WORK ORDER:
Return each line below holding the string "Jazmines".

DATA FOR PROCESSING:
----------
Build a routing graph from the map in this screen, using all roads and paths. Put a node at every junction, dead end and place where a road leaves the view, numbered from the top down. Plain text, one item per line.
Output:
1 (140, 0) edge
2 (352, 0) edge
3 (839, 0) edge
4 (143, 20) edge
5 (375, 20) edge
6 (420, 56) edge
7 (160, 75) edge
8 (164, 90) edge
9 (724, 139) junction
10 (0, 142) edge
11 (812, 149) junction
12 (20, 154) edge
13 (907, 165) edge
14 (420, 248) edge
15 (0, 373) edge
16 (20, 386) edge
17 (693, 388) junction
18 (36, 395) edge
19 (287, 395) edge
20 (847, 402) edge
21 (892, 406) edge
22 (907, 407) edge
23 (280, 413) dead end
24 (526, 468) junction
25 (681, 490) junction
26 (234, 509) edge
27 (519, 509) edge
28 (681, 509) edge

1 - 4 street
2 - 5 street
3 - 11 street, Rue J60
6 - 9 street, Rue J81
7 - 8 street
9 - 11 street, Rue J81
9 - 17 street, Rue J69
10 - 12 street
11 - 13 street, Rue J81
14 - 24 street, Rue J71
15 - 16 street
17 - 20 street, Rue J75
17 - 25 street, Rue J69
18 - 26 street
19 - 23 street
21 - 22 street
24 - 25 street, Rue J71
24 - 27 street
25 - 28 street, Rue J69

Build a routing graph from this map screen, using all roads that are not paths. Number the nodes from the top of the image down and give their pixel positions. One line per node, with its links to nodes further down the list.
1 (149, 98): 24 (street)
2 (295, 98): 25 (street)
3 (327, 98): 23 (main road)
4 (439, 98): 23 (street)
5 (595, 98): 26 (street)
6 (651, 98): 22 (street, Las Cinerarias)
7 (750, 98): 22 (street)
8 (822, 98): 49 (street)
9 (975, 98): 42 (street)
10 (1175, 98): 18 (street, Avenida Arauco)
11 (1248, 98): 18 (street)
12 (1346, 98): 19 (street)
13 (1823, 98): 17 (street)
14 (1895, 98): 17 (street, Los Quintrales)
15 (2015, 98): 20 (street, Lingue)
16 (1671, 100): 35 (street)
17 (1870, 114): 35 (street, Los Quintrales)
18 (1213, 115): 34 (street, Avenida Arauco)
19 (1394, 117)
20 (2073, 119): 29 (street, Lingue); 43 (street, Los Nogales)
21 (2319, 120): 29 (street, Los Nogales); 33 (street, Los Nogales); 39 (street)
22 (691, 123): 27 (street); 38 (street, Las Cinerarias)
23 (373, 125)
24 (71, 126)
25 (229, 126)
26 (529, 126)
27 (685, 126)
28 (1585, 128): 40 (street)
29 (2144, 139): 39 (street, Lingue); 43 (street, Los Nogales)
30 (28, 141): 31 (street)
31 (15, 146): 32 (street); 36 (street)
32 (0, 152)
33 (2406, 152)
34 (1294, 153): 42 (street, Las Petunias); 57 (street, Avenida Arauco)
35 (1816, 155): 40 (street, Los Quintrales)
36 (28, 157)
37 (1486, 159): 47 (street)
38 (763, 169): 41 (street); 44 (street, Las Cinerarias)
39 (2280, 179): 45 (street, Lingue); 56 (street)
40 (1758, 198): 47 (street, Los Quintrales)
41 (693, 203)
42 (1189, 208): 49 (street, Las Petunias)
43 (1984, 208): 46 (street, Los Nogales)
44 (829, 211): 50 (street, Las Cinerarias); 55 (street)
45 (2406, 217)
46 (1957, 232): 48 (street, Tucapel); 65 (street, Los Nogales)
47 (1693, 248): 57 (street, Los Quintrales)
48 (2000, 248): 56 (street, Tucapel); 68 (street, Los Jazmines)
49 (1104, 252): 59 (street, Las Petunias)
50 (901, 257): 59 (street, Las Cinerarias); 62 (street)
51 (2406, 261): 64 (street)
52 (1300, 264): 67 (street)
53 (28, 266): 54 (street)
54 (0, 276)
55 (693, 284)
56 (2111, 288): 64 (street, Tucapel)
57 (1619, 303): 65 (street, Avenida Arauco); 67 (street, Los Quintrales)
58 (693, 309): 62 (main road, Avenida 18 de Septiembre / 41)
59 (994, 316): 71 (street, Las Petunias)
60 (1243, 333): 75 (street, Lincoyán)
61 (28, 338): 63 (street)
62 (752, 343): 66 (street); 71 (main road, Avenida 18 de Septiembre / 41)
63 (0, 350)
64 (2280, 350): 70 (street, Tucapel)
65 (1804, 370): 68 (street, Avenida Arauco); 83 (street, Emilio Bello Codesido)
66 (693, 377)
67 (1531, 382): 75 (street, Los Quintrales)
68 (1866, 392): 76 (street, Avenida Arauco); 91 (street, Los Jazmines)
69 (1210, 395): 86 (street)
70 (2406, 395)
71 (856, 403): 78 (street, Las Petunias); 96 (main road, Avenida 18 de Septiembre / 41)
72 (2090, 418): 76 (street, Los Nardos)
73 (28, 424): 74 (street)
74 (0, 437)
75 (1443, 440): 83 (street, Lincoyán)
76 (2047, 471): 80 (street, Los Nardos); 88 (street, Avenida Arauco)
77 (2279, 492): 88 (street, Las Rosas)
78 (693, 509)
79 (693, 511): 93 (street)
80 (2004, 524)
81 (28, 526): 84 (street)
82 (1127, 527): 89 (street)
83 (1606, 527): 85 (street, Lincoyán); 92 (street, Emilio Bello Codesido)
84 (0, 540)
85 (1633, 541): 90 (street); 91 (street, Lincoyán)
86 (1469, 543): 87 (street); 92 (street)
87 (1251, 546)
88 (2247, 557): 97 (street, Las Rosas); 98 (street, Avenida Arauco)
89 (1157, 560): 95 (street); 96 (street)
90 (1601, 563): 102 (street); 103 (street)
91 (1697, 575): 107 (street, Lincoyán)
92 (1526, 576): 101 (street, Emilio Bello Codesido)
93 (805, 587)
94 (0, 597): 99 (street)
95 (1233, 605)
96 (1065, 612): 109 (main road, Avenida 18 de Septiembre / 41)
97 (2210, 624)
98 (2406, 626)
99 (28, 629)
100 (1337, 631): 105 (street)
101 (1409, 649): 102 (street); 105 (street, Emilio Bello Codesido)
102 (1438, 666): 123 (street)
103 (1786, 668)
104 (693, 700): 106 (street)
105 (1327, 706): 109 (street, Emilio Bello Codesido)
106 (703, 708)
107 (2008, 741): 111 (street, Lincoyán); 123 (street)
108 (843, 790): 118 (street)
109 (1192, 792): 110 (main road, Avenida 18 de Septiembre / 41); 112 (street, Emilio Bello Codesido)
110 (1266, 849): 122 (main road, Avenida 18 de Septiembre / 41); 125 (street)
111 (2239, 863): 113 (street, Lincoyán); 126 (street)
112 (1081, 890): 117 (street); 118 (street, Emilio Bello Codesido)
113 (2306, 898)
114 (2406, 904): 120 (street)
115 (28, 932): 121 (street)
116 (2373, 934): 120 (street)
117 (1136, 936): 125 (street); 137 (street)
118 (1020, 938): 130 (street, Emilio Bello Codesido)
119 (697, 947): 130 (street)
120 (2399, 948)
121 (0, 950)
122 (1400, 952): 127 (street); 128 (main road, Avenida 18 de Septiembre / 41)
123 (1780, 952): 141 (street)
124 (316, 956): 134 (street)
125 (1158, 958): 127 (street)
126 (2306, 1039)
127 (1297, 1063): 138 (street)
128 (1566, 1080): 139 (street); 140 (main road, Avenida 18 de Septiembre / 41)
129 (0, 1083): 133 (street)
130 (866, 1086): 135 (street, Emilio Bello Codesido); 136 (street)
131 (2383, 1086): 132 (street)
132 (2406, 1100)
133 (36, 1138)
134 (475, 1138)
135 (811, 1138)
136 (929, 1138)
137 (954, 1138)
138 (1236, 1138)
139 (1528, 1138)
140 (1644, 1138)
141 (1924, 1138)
----------
EXERCISE SOLUTION:
48 (2000, 248): 56 (street, Tucapel); 68 (street, Los Jazmines)
68 (1866, 392): 76 (street, Avenida Arauco); 91 (street, Los Jazmines)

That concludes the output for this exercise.